But in order to hold any public position in the future -- and he can be elected to a third, nonconsecutive, presidential term -- Ahmadinejad needs to regain the confidence of Iran's people, because he cannot count on another clerically engineered miracle.

Sources in Iran indicate that, faced with mounting demands of loyalty from the hardliners who brought him back to power, Ahmadinejad is instead exploiting their public weaknesses and internal schisms to assert his independence. Yes, hardliners did prevail in their demands that First Vice President Esfandiar Mashaie step down, after reports surfaced of his being conciliatory towards Israel. But Ahmadinejad promptly reappointed Mashaie to the rank of presidential chief of staff, despite protests from Khamenei and other fundamentalist clerics.

When nominating his new cabinet of ministers, Ahmadinejad touted their secular university-based qualifications as an "advantage," in clear contrast to the seminary-based learning of the clerics opposing him. Those selections sought to rebuild ties with Iran's intellectual and public elites. He focused on inclusiveness as well by appointing three women, remarking: "Why shouldn't women be in the Cabinet. . . . Who says women aren't better?" Their selection undercut yet another important segment of the opposition, casting his political rivals among both hardliners and reformers -- including former Presidents Akbar Hashemi Rafsanjani and Mohammad Khatami, and former Prime Minister Mir Hossein Mousavi -- as misogynists. Knowing that fundamentalist parliamentarians may try to block confirmation of cabinet ministers, Ahmadinejad has affirmed that the executive branch will not bow to the legislative one.

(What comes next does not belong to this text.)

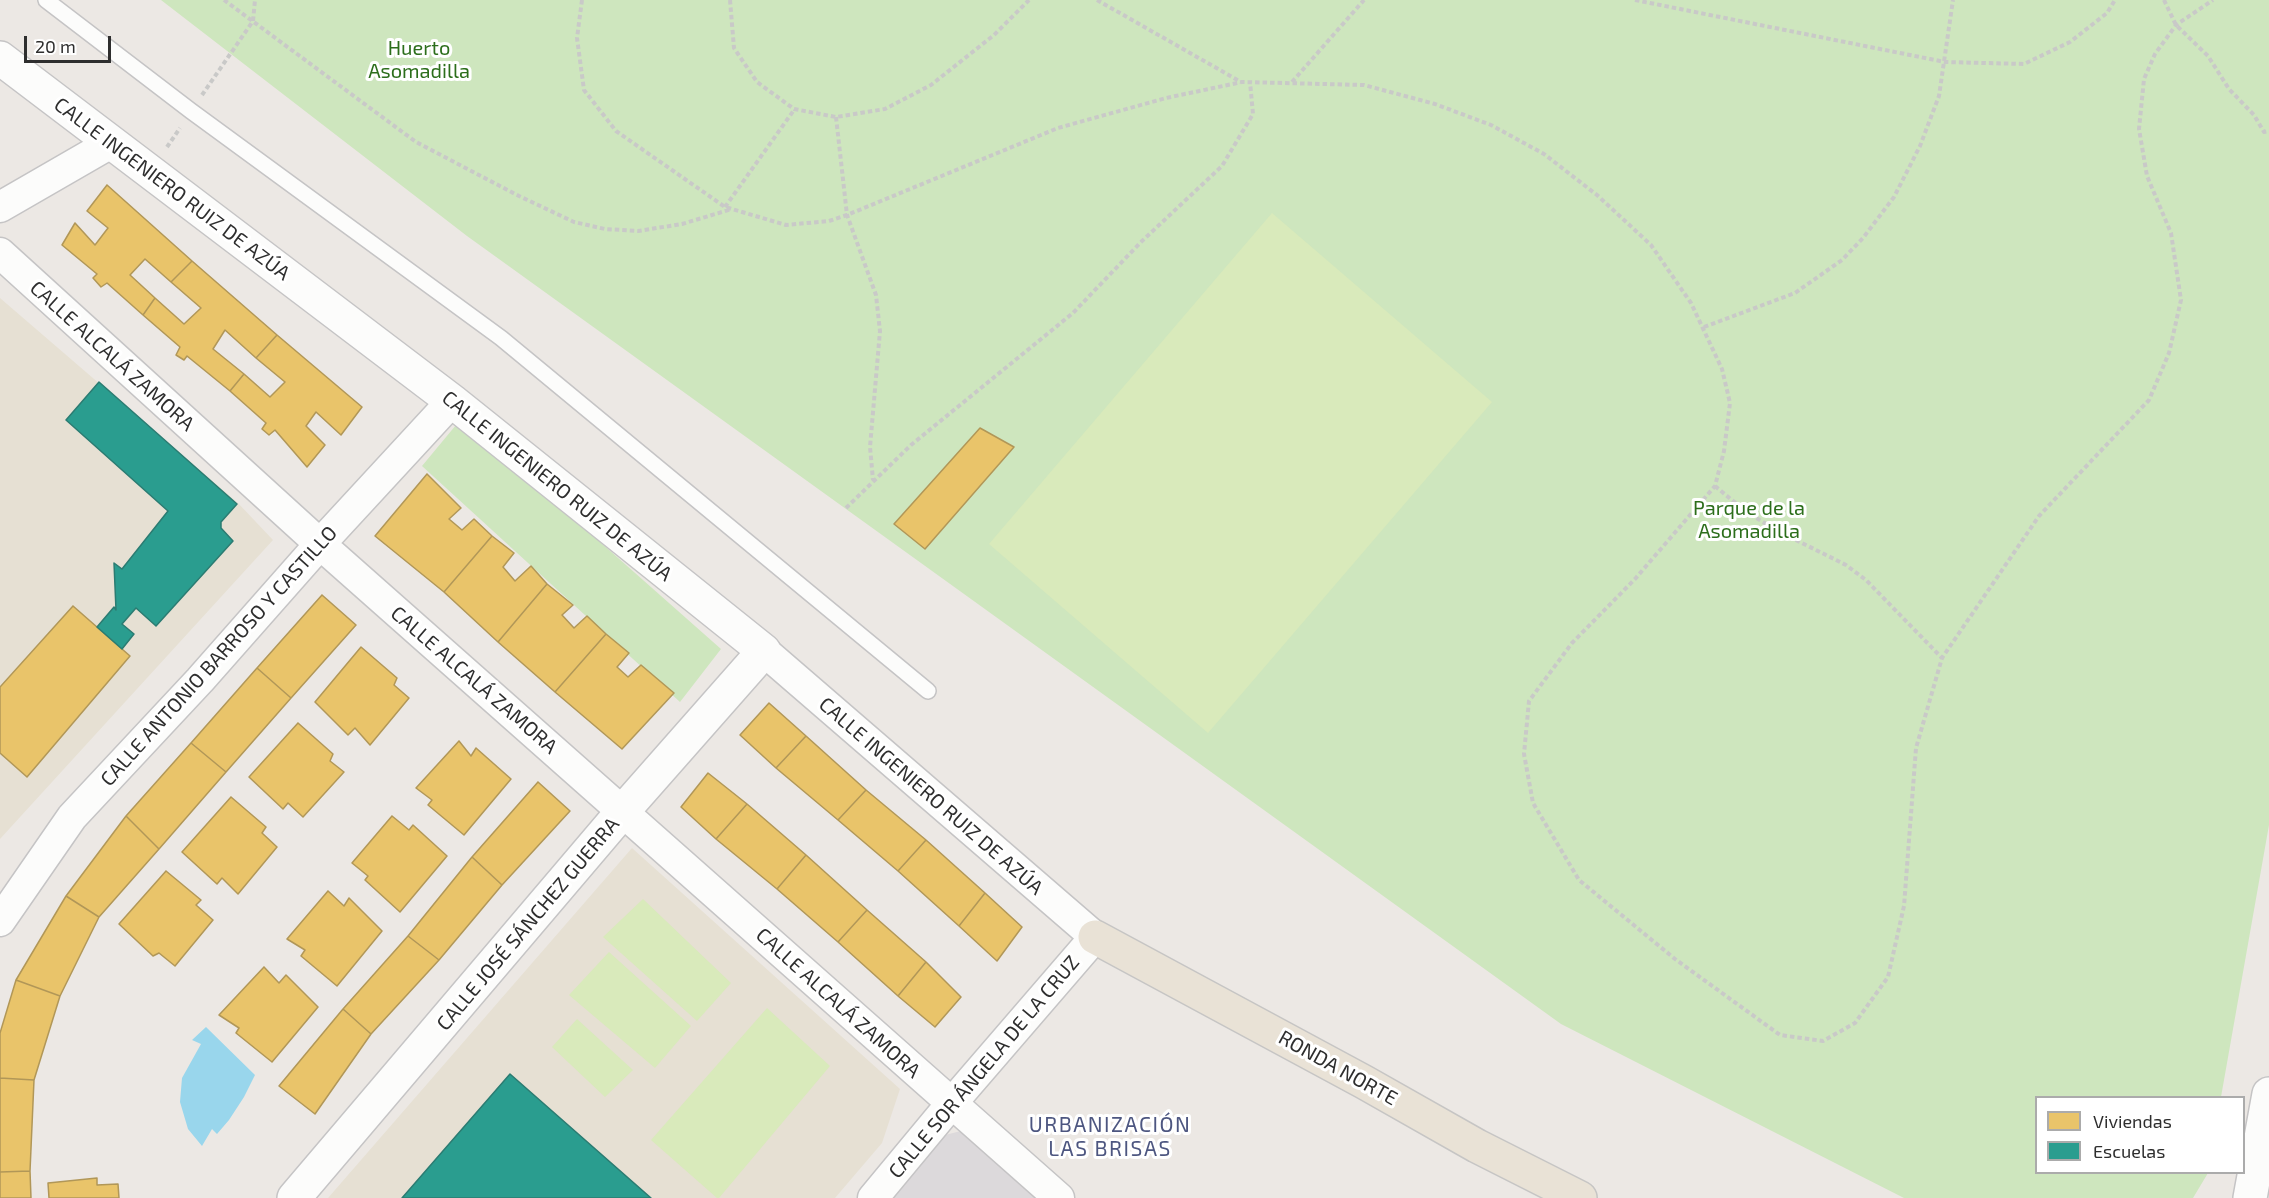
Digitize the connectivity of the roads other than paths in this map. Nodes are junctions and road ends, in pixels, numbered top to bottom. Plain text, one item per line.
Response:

Yet, to restore his compromised position, Ahmadinejad has to do more than just outmaneuver his opponents. His appointees and he know they must successfully redress the economic mismanagement from his first term as president that saw inflation rise from 11 percent to 28 percent, unemployment rise from 11 percent to 12.5 percent, and GDP fall from 6.3 percent to an estimated 4.9 percent. Despite being the world's fifth-largest crude oil exporter, Iran imports 40 percent of the fuel utilized by Iranians due to limited refining capacity. Sanctions under consideration by G-8 nations will target those imports, while making Western trade with Iran nearly impossible by preventing its insurance and restricting its shipment.

Failure to revitalize the economy will snuff out any hopes of future political office for Ahmadinejad. So he is restructuring Iran's national budget in line with realistic export revenues for crude oil and natural gas. Ensuring that Iran is no longer dependent on refined petroleum imports is another priority, with refining capacity being expanded rapidly to ensure Iran will become self-sufficient by 2012. To counter the effectiveness of current and future sanctions, Ahmadinejad's government is also enhancing export of electronic appliances to other developing countries, especially via overland and Persian Gulf trade.

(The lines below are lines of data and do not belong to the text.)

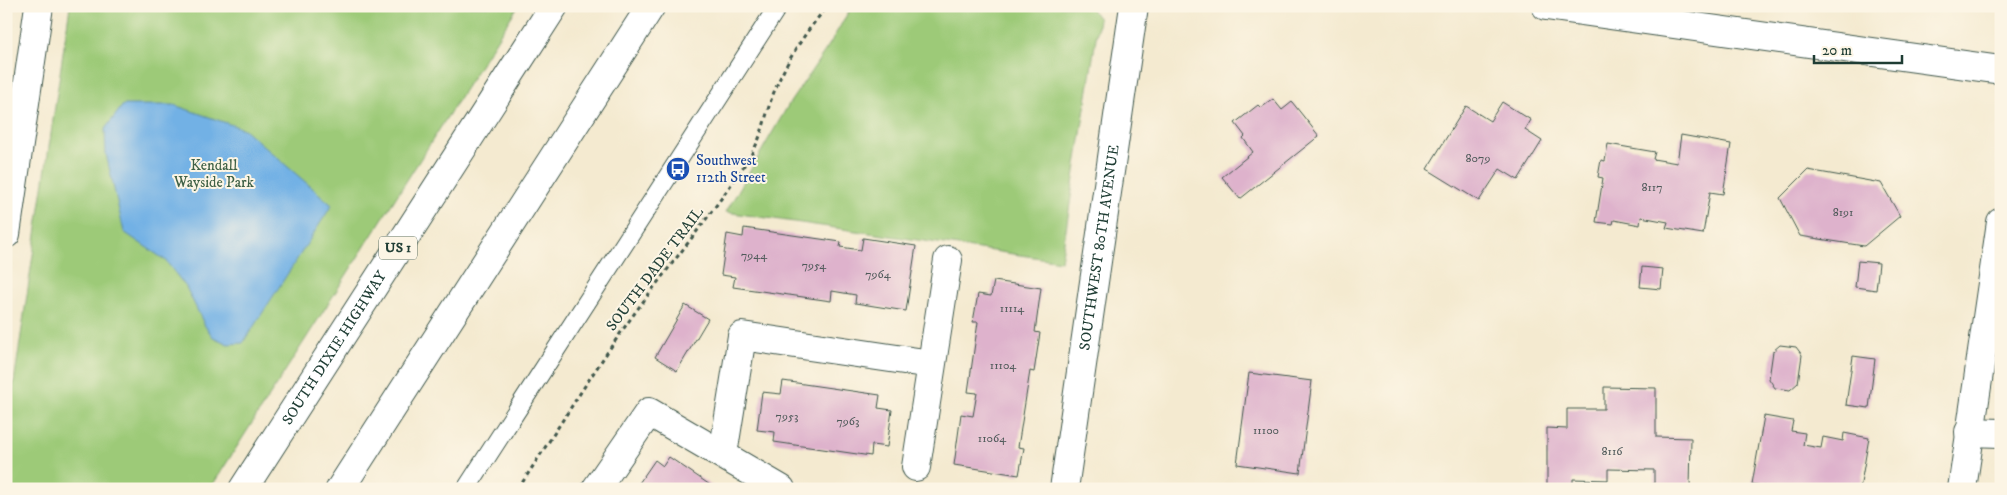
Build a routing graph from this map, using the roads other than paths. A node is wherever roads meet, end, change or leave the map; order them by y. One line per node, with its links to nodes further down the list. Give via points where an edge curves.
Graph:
1 (39, 6): 9 (main road)
2 (554, 6): 17 (main road, SOUTH DIXIE HIGHWAY / US 1)
3 (651, 6): 18 (main road)
4 (778, 6): 19 (lane)
5 (1134, 6): 22 (main road, SOUTHWEST 80TH AVENUE)
6 (1546, 6): 7 (main road)
7 (2001, 70)
8 (2001, 222): 11 (main road)
9 (6, 234)
10 (948, 260): 12 (main road)
11 (1997, 279): 13 (main road)
12 (931, 364): 15 (main road, via 742,336); 16 (main road)
13 (1969, 432): 14 (main road); 23 (main road)
14 (2001, 433)
15 (723, 454): 20 (main road, via 649,412); 21 (main road)
16 (916, 467)
17 (243, 489)
18 (340, 489)
19 (466, 489)
20 (596, 489)
21 (781, 489)
22 (1064, 489)
23 (1962, 489)

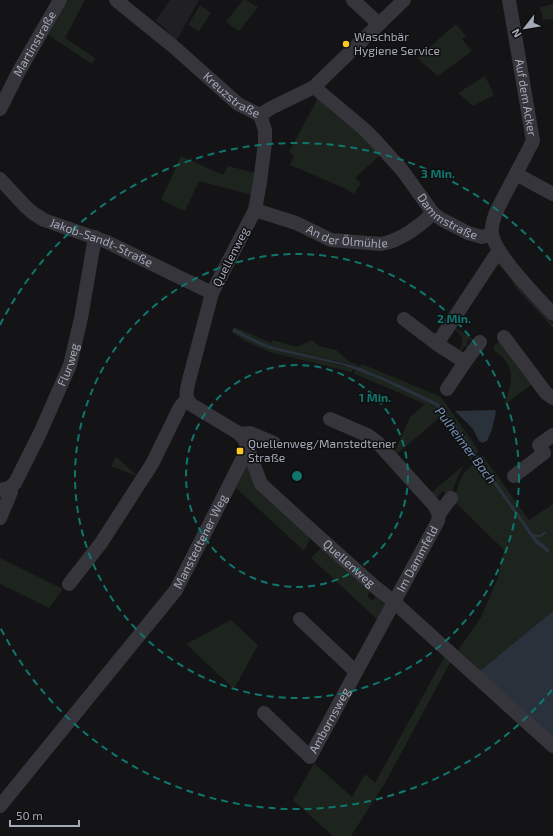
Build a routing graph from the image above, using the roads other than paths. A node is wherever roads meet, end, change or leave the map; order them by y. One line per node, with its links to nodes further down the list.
1 (60, 0): 8 (street, Martinstraße)
2 (116, 0): 9 (street, Kreuzstraße)
3 (353, 0): 6 (street)
4 (404, 0): 6 (street, Kreuzstraße)
5 (509, 0): 10 (street, Auf dem Acker)
6 (380, 24): 7 (street, Kreuzstraße)
7 (314, 87): 9 (street, Kreuzstraße); 14 (street, Dammstraße)
8 (0, 110)
9 (260, 116): 13 (street, Quellenweg)
10 (516, 174): 12 (street); 15 (street, Auf dem Acker)
11 (0, 179): 16 (street, Jakob-Sandt-Straße)
12 (553, 194)
13 (255, 210): 14 (street, An der Ölmühle); 18 (street, Quellenweg)
14 (433, 213): 15 (street, Dammstraße)
15 (492, 234): 17 (street, Dammstraße)
16 (95, 237): 18 (street, Jakob-Sandt-Straße); 34 (street, Flurweg)
17 (499, 250): 19 (street, Dammstraße); 23 (street)
18 (212, 293): 27 (street, Quellenweg)
19 (553, 314)
20 (404, 319): 23 (street)
21 (504, 337): 26 (street)
22 (480, 342): 24 (street)
23 (437, 344): 24 (street)
24 (465, 362): 25 (street)
25 (447, 389)
26 (553, 397)
27 (187, 399): 29 (street); 38 (street, Quellenweg)
28 (330, 419): 36 (street, Im Dammfeld)
29 (240, 434): 31 (street); 32 (street, Quellenweg)
30 (553, 435): 33 (street)
31 (274, 443)
32 (247, 450): 39 (street, Quellenweg); 44 (street, Manstedtener Weg)
33 (514, 476)
34 (8, 487): 37 (street, Flurweg)
35 (451, 498): 36 (street, Im Dammfeld)
36 (439, 514): 39 (street, Im Dammfeld)
37 (0, 518)
38 (69, 584)
39 (394, 602): 41 (street, Ambornsweg); 43 (street, Quellenweg)
40 (300, 619): 41 (street)
41 (356, 672): 42 (street, Ambornsweg)
42 (264, 714)
43 (553, 746)
44 (0, 806)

Even disturbing behaviors seemingly directed at the West (particularly the U.S.) and Israel -- like selecting Brig. Gen. Ahmad Vahidi, who is wanted by Interpol for terrorism, as defense minister -- are not erratic, but calculated. Within Iran, Vahidi's appointment consolidates Ahmadinejad's control over the military and the revolutionary guard with its Basij auxiliaries, a pragmatic move that enhances his ability to suppress opposition from fundamentalists, moderates, and even the general public.

Some worry that Ahmadinejad subscribes to violent millenarianism, allegedly linked to the Anjoman-e Hojjatiye, or Association of God's Proof. Hojjatiye, however, are part of the quietist Shiite tradition, rather than the activist or political current. Members of the Hojjatiye oppose velayat-e faqih, or the guardianship of jurists institutionalized by the first Supreme Leader Ayatollah Ruhollah Khomeini, who himself spearheaded the activist Shiites. But neither the quietist nor the activist groups believe in purposefully triggering an apocalypse. Moreover, Ahmadinejad is pragmatically relocating his own political base away from activist and quietist clerics, and toward secular radicals.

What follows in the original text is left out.